Fears over repeat of Northern Irish scandal limiting scope of Renewables plan
The new Renewable Heat Incentive (RHI) scheme has been welcomed by the farm organisations but some observers cautioned that a lack of ambition could limit its effectiveness.
Fears of a repeat of the 'cash-for-ash' debacle which toppled the North's power sharing executive has "spancelled" the scheme, industry sources maintained.
A reduction in the RHI support from 5.66c/kWh to 3.02c/kWh after 10mW, and back to 0.5c/kWh after a further 10mW, meant the scheme will be most suitable to small and medium-sized energy users.

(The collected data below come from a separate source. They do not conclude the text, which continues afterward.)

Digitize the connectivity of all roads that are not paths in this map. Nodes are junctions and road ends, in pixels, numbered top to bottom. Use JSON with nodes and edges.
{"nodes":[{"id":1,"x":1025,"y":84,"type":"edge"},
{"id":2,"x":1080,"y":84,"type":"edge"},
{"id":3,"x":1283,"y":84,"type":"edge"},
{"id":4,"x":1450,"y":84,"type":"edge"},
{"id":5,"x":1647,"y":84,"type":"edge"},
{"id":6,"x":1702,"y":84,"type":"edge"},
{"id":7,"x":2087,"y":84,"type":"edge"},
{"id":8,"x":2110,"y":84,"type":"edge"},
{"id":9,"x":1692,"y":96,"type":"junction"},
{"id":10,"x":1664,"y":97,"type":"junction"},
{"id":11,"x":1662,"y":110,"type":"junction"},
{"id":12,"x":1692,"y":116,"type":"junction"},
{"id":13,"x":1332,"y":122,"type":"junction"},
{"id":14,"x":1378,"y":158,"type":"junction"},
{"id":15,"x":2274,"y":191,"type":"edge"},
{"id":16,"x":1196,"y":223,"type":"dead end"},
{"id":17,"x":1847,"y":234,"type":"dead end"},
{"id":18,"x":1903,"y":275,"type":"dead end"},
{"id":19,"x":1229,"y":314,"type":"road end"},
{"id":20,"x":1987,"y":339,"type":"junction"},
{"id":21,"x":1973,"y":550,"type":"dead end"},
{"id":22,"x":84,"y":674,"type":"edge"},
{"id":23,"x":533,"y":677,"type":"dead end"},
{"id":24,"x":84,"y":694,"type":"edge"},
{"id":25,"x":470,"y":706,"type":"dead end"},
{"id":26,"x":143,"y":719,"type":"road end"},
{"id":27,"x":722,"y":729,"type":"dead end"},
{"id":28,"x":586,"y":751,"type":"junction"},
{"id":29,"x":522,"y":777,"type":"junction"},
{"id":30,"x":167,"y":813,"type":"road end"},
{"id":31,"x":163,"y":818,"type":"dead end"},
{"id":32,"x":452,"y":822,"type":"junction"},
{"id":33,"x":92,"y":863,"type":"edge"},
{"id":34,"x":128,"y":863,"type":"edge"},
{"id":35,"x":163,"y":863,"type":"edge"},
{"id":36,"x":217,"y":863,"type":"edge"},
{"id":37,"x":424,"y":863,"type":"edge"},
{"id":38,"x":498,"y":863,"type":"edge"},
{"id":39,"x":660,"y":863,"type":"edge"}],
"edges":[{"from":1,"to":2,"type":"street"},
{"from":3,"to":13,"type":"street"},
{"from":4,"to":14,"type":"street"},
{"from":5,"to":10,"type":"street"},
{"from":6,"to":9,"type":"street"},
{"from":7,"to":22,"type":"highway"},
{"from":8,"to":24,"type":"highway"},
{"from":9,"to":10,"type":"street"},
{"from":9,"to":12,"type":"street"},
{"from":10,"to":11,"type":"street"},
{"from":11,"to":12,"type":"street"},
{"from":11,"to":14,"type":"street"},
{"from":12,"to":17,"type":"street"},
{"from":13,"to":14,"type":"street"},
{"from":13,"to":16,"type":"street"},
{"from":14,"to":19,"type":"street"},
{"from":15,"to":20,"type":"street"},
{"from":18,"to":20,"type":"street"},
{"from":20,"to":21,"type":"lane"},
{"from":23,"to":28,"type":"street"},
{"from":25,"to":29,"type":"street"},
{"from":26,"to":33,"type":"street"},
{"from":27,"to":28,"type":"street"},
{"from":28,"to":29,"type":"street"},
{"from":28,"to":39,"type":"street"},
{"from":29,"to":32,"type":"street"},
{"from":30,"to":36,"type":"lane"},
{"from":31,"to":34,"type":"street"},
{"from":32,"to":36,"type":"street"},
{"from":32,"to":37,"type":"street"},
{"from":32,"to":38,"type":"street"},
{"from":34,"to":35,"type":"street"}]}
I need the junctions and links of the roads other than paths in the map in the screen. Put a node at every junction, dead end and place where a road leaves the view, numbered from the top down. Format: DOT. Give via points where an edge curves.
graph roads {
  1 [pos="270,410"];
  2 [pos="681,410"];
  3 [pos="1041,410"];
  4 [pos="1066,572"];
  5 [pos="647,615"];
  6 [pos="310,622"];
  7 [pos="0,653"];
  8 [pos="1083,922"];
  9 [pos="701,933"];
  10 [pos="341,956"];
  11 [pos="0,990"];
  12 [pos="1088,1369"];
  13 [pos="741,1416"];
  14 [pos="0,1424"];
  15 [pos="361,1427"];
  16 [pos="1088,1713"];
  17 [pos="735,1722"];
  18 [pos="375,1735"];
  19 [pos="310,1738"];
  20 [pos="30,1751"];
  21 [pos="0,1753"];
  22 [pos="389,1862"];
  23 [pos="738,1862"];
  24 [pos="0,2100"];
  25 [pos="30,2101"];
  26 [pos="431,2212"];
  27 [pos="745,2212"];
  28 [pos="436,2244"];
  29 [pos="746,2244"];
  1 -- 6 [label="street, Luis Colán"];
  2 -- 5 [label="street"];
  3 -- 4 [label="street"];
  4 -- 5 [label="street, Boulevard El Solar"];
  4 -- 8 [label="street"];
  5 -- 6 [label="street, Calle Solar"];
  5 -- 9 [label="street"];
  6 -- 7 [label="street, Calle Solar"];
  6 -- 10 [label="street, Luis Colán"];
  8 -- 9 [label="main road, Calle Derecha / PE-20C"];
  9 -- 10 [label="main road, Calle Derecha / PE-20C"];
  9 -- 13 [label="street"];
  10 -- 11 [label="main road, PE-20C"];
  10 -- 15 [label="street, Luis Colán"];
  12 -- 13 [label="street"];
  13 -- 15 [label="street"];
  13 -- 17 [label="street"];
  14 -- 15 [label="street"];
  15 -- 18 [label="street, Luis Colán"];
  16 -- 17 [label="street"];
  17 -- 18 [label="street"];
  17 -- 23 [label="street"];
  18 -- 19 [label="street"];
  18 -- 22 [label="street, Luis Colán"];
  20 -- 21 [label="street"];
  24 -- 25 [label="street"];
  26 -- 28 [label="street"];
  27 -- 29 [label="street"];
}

However, these reservations did not detract from the importance of the RHI scheme's establishment, and the farm organisations welcomed the initiative's introduction by the Minister for Communications, Climate Action and the Environment, Denis Naughten.
But the IFA's James Murphy warned that the scheme must be operational by early 2018, and be adequately funded.
Mr Murphy claimed that a budget of €100 million was required for the Support Scheme for Renewable Heat (SSRH) element of the package.
"Increased uptake of renewable energy offers enormous economic and environmental potential for Ireland and has been shown to positively impact regional competitiveness, innovation and diversification of economic activity in rural areas," said Mr Murphy.
Heat energy accounts for 45pc of all primary energy usage in Ireland and 33pc of the country's CO2 emissions.